For many people with bad credit, the label is unfairly
tagged onto them due to past financial mistakes or situations that were beyond
their control. Many people with bad credit think that it is impossible for them
to secure a mortgage and become homeowners, especially in the GTA, where the
cost of living can be expensive. Though major banks and prime lenders are
tightening up their qualifications standards all across the country, many
people with bad credit are still able to get approved with the help of private
lenders. Contacting a mortgage specialist is the first step for people with bad
credit looking to secure a mortgage. A mortgage specialist can help put you on
track to re-establishing good credit very early on in the home buying process. When
you go to multiple sources to apply for credit, each one will pull your credit
report, which can negatively affect your credit score. A mortgage specialist
will pull your credit report only once, using it to find lenders with mortgage
products that are best suited for your financial situation. Mortgage
specialists aren’t just experts in financing homes either, they can help with
debt consolidation, refinancing, and home equity lines of credit.
What Stops Me from
There may be a number of reasons why people with steady income are denied
mortgage loans from prime lenders. Bad credit can stay with people for as long
as 7-10 years depending on the type of default. Sometimes, these labels and
numbers aren’t an accurate representation of a person’s current ability to
repay their loans. Bad credit or poor repayment history is only one of the
reasons people are not approved for mortgages.
Self-employed individuals often find it difficult to secure a
mortgage. Some private lenders have specialized mortgage products for those who are self-employed. For the majority of lenders it is important to be able to document and prove your income.
The self-employed have two methods of claiming income: declared income and
stated income. Declared income is usually averaged over your last two income
tax years, whereas stated income is your reasonable expected income based on
the type and size of your business. Having a reliable co-signer is another way
to increase your chances of getting approved for a mortgage loan.
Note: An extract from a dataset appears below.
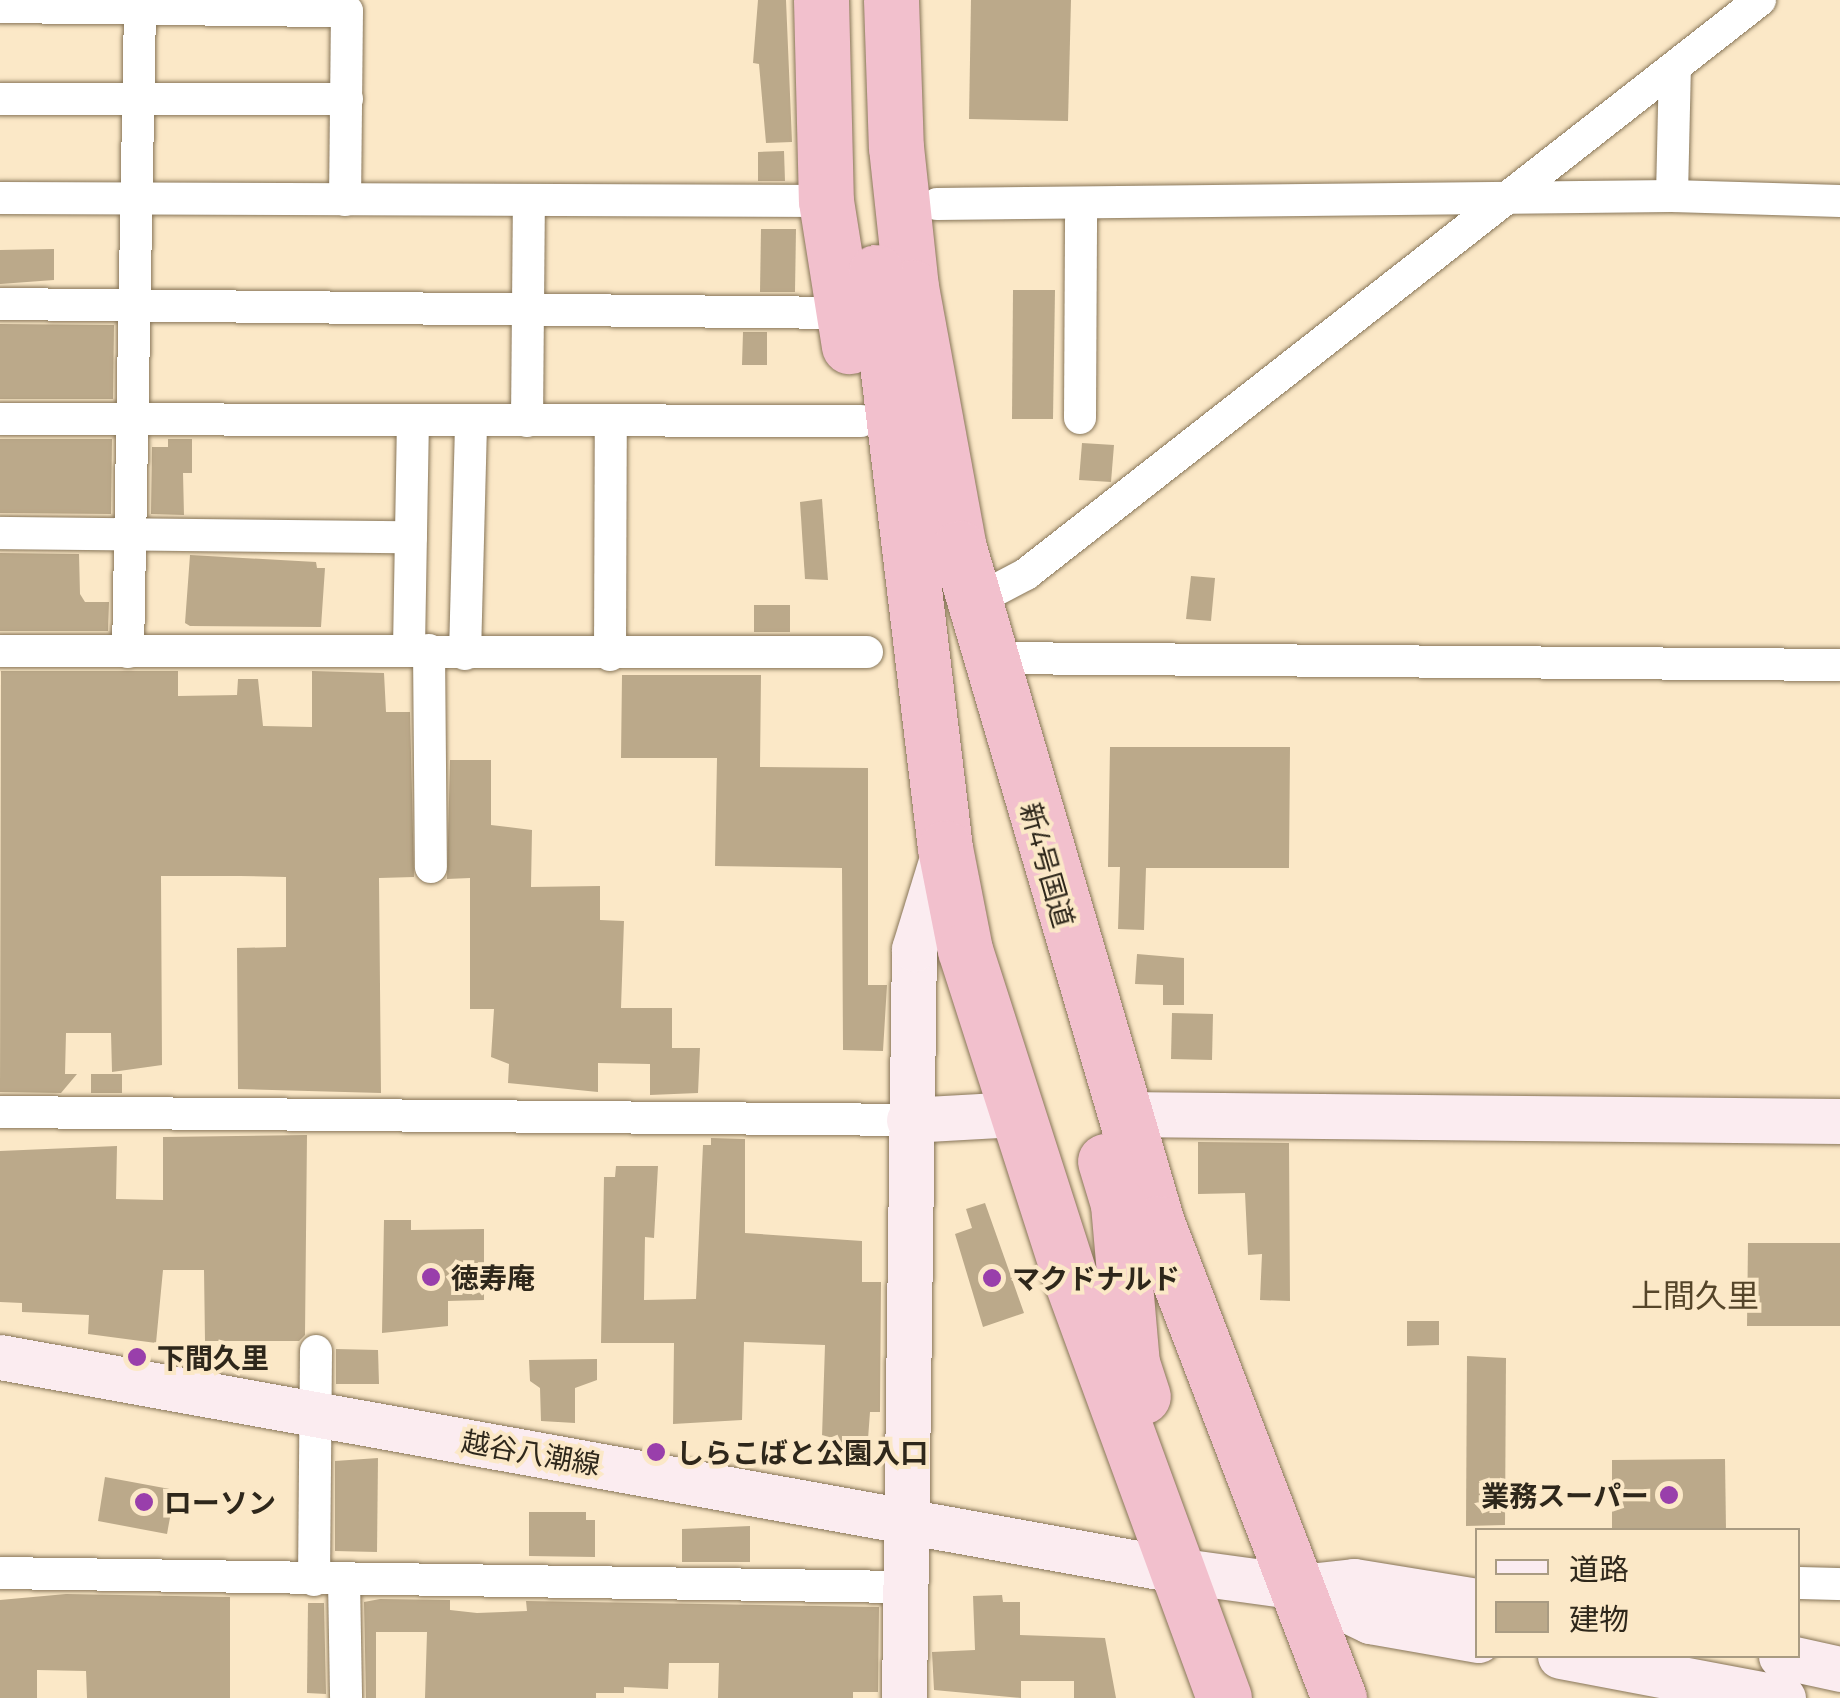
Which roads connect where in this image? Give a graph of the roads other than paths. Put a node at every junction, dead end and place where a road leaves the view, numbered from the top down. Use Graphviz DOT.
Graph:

A lot of people with bad credit are unaware that they will
likely be required to pay a more significant down payment on the home to secure
the mortgage. A person with good credit can secure a mortgage for as little as
5%, however, with bad debt, that percent can rise to anywhere from 10-25%.
Having a substantial down payment ready when you apply for your mortgage increases
your chances of approval.
It is still possible to be approved for a mortgage, even
with bad credit. Contacting a mortgage specialist in the GTA can help simplify
the process for you. A mortgage specialist has the experience, expertise, and
relationships with lenders to save you a substantial amount of time and money.
It is important to understand the current state of your financial standing. To
do so, obtain a copy of your credit report online or via mail today.